A religious ceremony is held in front of Nana Paprata shrine on the Thursday night, with accompanying rituals and dancing ("Adammba") to summon the spirits of the ancestors to enable the priests and priestesses to soothsay. This ceremony normally lasts till the next morning. The main aim of this ceremony is to cleanse Oguaa Traditional Area of any bad spirit. During this same period, a bull is always needed to purify the Oguaa Traditional Area. Prior to this purification, the bull is sent to Nana Tabir's shrine to cleanse the bull for sacrifice on the ultimate day. This bull is later sacrificed at Papratam (the durbar grounds for Ogua Traditional Area). It is mostly identified as the silk cotton tree where the Omanhen, on the climax day, sits in state with his divisional and sub-chiefs, flanked by the council of elders. At the meeting, the Omanhen addresses the people and visitors of Oguaa Traditional Area, recounting events of the past. After the state address, the Omanhen walks towards the entrance, flanked by his sub-chiefs and divisional chiefs to Tabir's shrine, where the cow is tied by its limbs. The Omanhen pours libation and performs various rituals, calling on the forefathers to intervene in Oguaa state. At this juncture, he takes a dagger to slaughter the cow for the gods.

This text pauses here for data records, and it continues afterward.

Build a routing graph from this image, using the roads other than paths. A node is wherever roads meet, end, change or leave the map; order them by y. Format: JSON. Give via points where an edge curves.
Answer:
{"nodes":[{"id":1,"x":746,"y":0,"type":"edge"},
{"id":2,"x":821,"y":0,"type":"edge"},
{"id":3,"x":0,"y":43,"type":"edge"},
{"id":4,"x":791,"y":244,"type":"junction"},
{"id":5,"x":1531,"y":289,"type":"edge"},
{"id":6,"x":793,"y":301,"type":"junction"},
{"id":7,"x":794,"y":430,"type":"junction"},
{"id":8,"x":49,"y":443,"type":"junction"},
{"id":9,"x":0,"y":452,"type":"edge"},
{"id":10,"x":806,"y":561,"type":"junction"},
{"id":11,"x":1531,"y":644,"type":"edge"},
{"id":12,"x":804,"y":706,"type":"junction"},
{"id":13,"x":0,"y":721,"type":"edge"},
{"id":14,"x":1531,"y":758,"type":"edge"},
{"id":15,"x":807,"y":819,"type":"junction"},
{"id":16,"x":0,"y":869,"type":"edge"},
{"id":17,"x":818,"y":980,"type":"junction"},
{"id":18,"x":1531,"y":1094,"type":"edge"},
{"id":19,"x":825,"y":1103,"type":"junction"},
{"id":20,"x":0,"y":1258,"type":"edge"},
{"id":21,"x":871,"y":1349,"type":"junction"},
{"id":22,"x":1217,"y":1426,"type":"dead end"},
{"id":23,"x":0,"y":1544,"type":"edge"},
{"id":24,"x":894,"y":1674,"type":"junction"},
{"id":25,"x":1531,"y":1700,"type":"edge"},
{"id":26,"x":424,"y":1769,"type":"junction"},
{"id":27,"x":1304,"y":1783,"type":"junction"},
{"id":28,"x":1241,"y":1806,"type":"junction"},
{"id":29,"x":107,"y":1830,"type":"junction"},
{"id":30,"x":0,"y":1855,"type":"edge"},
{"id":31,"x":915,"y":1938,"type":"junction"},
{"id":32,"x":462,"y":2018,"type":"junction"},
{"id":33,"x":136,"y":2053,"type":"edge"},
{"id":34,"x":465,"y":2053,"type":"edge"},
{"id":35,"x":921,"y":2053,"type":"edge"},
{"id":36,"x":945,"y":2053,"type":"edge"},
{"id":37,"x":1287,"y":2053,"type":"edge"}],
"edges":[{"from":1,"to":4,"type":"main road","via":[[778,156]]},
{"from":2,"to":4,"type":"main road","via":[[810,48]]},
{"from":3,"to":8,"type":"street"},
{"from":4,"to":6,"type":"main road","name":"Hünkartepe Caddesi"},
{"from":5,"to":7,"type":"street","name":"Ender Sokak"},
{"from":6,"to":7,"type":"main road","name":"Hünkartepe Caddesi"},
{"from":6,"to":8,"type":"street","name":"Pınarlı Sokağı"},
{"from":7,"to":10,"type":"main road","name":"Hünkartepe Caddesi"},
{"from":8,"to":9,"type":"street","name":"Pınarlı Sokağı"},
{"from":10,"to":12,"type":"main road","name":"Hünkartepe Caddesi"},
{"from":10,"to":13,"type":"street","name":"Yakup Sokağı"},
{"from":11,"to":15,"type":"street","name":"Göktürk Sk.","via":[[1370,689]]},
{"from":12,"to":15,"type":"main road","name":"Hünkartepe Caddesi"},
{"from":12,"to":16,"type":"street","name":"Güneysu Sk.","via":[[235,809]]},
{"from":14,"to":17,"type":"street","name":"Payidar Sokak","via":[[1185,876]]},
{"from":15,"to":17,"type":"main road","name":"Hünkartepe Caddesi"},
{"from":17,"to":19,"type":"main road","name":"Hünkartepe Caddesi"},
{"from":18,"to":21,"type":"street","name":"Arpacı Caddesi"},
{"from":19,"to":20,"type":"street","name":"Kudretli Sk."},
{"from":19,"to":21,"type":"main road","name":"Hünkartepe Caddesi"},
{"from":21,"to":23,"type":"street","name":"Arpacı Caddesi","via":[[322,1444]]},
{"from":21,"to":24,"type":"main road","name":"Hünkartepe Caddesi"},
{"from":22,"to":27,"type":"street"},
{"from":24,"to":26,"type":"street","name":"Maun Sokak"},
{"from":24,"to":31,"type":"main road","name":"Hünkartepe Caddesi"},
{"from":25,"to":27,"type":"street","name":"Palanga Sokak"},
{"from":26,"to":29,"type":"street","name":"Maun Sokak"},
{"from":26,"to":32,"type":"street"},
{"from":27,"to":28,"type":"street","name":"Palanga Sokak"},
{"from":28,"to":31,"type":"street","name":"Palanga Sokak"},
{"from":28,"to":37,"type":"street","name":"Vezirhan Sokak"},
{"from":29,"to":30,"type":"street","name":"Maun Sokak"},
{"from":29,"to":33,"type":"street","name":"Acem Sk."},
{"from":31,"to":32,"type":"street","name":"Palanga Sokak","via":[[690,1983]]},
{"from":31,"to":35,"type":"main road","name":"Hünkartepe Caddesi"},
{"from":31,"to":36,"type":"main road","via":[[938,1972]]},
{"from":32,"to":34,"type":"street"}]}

After the Omanhen's sacrifice, the Fetu festival reaches its climax on the first Saturday of September. This particular day attracts a unique and attentive audience for the procession of the Asafo Companies, which usually parade along the street of Cape Coast from Kotokuraba through Chapel Square to the chief's palace. People from all parts of the country visit Cape Coast to observe this festival. A durbar of chiefs is held on this day to deliberate on issues affecting Oguaa Traditional Area as well as the seven Asafo companies to contribute to the security of Oguaa Traditional Area. This day is marked by drumming, dancing and the pouring of libation to usher the state into a peaceful and prosperous new year.

Contemporary issues, such as the Afahye state dance, local cuisine, football games, clothing and traditional wear, among many other forms of cultural artifacts, add up to giving facial lift to the endowments of the festivals, particularly the stylish and eye-catching dance of the Miss Afahye.

After the festive days are over, the grand ceremony is on Sunday, when a joint service of all Christian denominations is held at Victoria Park to offer thanks to God for helping Oguaa Traditional Area to have a peaceful festival. In addition, the day is an occasion to appeal for funds for Oguaa Traditional Area. In view of this, the Omanhen and his divisional chiefs as well as elders attend the church occasion and take the opportunity to announce the day for the next year's celebration.

== Highlights of the Fetu Afahye ==

- The Omanhen is confined for a week prior to the actual celebration.
- Pouring of libation to the 77 gods
- All drumming festivities and drumming sounds are banned
- Banning on fishing in the Fosu Lagoon
- Observation of "Amuntumadeze", a day dedicated to the general cleaning of the towns.
- The climax of the event is held on the first Saturday in September.
- A grand ceremony is held on Sunday, when a joint service of all Christian denominations is held at Victoria Park.